Growth Hormone Therapy for Growth Hormone Deficiency (GHD)
The primary treatment for Growth Hormone Deficiency (GHD) is recombinant human growth hormone (rhGH) administered at a dose of 0.045-0.05 mg/kg per day via subcutaneous injections. 1
Diagnosis and Indications
Growth hormone therapy is indicated for:
- Pediatric patients with growth failure due to inadequate secretion of endogenous growth hormone 2
- Growth failure associated with chronic kidney disease (CKD) up to the time of renal transplantation 1, 2
- Idiopathic short stature (ISS) defined by height SDS ≤ –2.25 2
- Short stature associated with Turner Syndrome 2
- Adult patients with childhood-onset or adult-onset GHD 2
Treatment Protocol
Dosing
- Pediatric GHD: 0.045-0.05 mg/kg per day via subcutaneous injection 1
- Growth failure with CKD: 0.045-0.05 mg/kg per day, irrespective of patient's age 1
- Administration: Daily subcutaneous injections in the evening to mimic physiological circadian rhythm 1
- Injection site: Should be changed daily to avoid lipoatrophy 1
Monitoring and Follow-up
- Clinic visits every 3-6 months (more frequently for young patients and those with advanced CKD) 1
- Monitor:
- Stature and height velocity
- Pubertal development
- Skeletal maturation (wrist radiography)
- Renal function
- Thyroid hormone levels (TSH and free T3)
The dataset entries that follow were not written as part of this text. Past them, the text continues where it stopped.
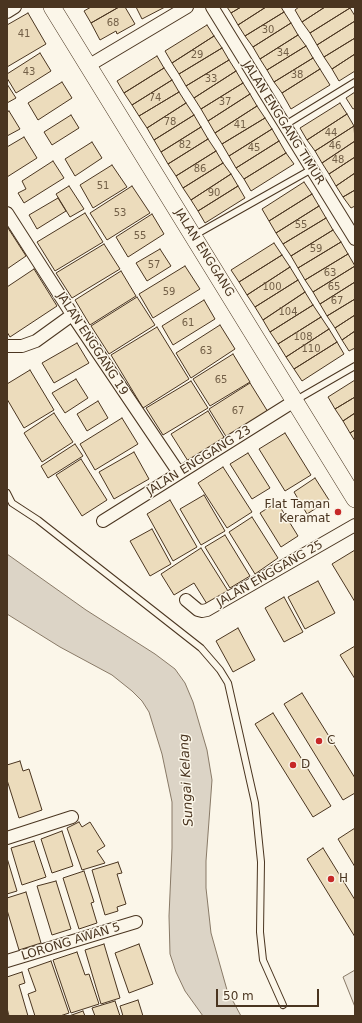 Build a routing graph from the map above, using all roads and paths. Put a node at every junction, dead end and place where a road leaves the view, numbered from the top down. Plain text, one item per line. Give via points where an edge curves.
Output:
1 (15, 7) edge
2 (52, 7) edge
3 (187, 7) edge
4 (212, 7) edge
5 (7, 12) edge
6 (88, 66) junction
7 (355, 82) edge
8 (285, 126) junction
9 (312, 169) junction
10 (7, 213) edge
11 (193, 236) junction
12 (355, 239) edge
13 (72, 315) junction
14 (7, 346) edge
15 (355, 366) edge
16 (296, 400) junction
17 (179, 473) junction
18 (7, 493) edge
19 (355, 499) edge
20 (103, 521) dead end
21 (355, 525) edge
22 (186, 600) dead end
23 (72, 817) dead end
24 (7, 838) edge
25 (136, 922) dead end
26 (7, 962) edge
27 (283, 1005) dead end

1 - 5 street
2 - 6 main road, JALAN ENGGANG
3 - 6 street
4 - 8 street, JALAN ENGGANG TIMUR
6 - 11 main road, JALAN ENGGANG
7 - 8 lane
8 - 9 street, JALAN ENGGANG TIMUR
9 - 11 lane
9 - 12 street, JALAN ENGGANG TIMUR
10 - 13 street, JALAN ENGGANG 19
11 - 16 main road, JALAN ENGGANG
13 - 14 street via 36,341 22,346
13 - 17 street, JALAN ENGGANG 19
15 - 16 lane
16 - 17 street, JALAN ENGGANG 23
16 - 19 main road, JALAN ENGGANG
17 - 20 street, JALAN ENGGANG 23
18 - 27 lane via 12,503 38,520 202,648 228,683 255,803 261,862 260,932 263,960
21 - 22 street, JALAN ENGGANG 25 via 207,610 198,610
23 - 24 street
25 - 26 street, LORONG AWAN 5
- Serum glucose, calcium, phosphate, bicarbonate, and parathyroid hormone levels 1
Treatment Duration and Endpoints
Treatment should continue until:
- Epiphyseal closure is demonstrated 1
- Patient reaches genetic target height 1
- Patient reaches normal population-related adult height (above third percentile) 1
When to Discontinue GH Therapy
GH therapy should be stopped in cases of:
- Epiphyseal closure 1
- At the time of renal transplantation 1
- Persistent severe secondary hyperparathyroidism (PTH >500 pg/ml) 1
- Intracranial hypertension 1
- Slipped capital femoral epiphysis 1
- Inadequate response despite optimal nutritional and metabolic control 1
- Accelerated bone maturation 1
- Unexplained decrease in estimated glomerular filtration rate 1
Special Considerations
Post-Transplantation
For children who have received a kidney transplant and have persistent growth failure:
- Initiate GH therapy 1 year after transplantation if spontaneous catch-up growth does not occur 1
- Consider if steroid-free immunosuppression is not feasible 1
Safety and Adverse Effects
Common potential adverse effects include:
- Intracranial hypertension (rare but serious) - baseline fundoscopy recommended before initiation 1
- Glucose intolerance - close monitoring advised, especially in obese patients 1
- Secondary hyperparathyroidism - CKD-MBD should be adequately treated before GH therapy 1
Contraindications
GH therapy should not be started in:
- Patients with closed epiphyses 1
- Patients with hypersensitivity to the active substance 1
- Patients with severe secondary hyperparathyroidism (PTH >500 pg/ml) 1
- Patients with proliferative or severe non-proliferative diabetic retinopathy 1
- Patients with acute critical illness 1
- Patients with active malignancy 1
Approved Products
Both GH reference products and GH biosimilars are recommended for use in short children with CKD, as pharmacovigilance over the past decade has not identified any relevant differences in safety profiles 1.
Treatment Response Considerations
The response to GH treatment may vary based on:
- Residual renal function
- Target height
- Initial target height deficit
- Treatment duration
- Age at start of treatment (younger age associated with better response) 1
The response to GH is typically attenuated in children on dialysis compared to those with earlier stages of CKD, likely due to a higher degree of GH insensitivity 1.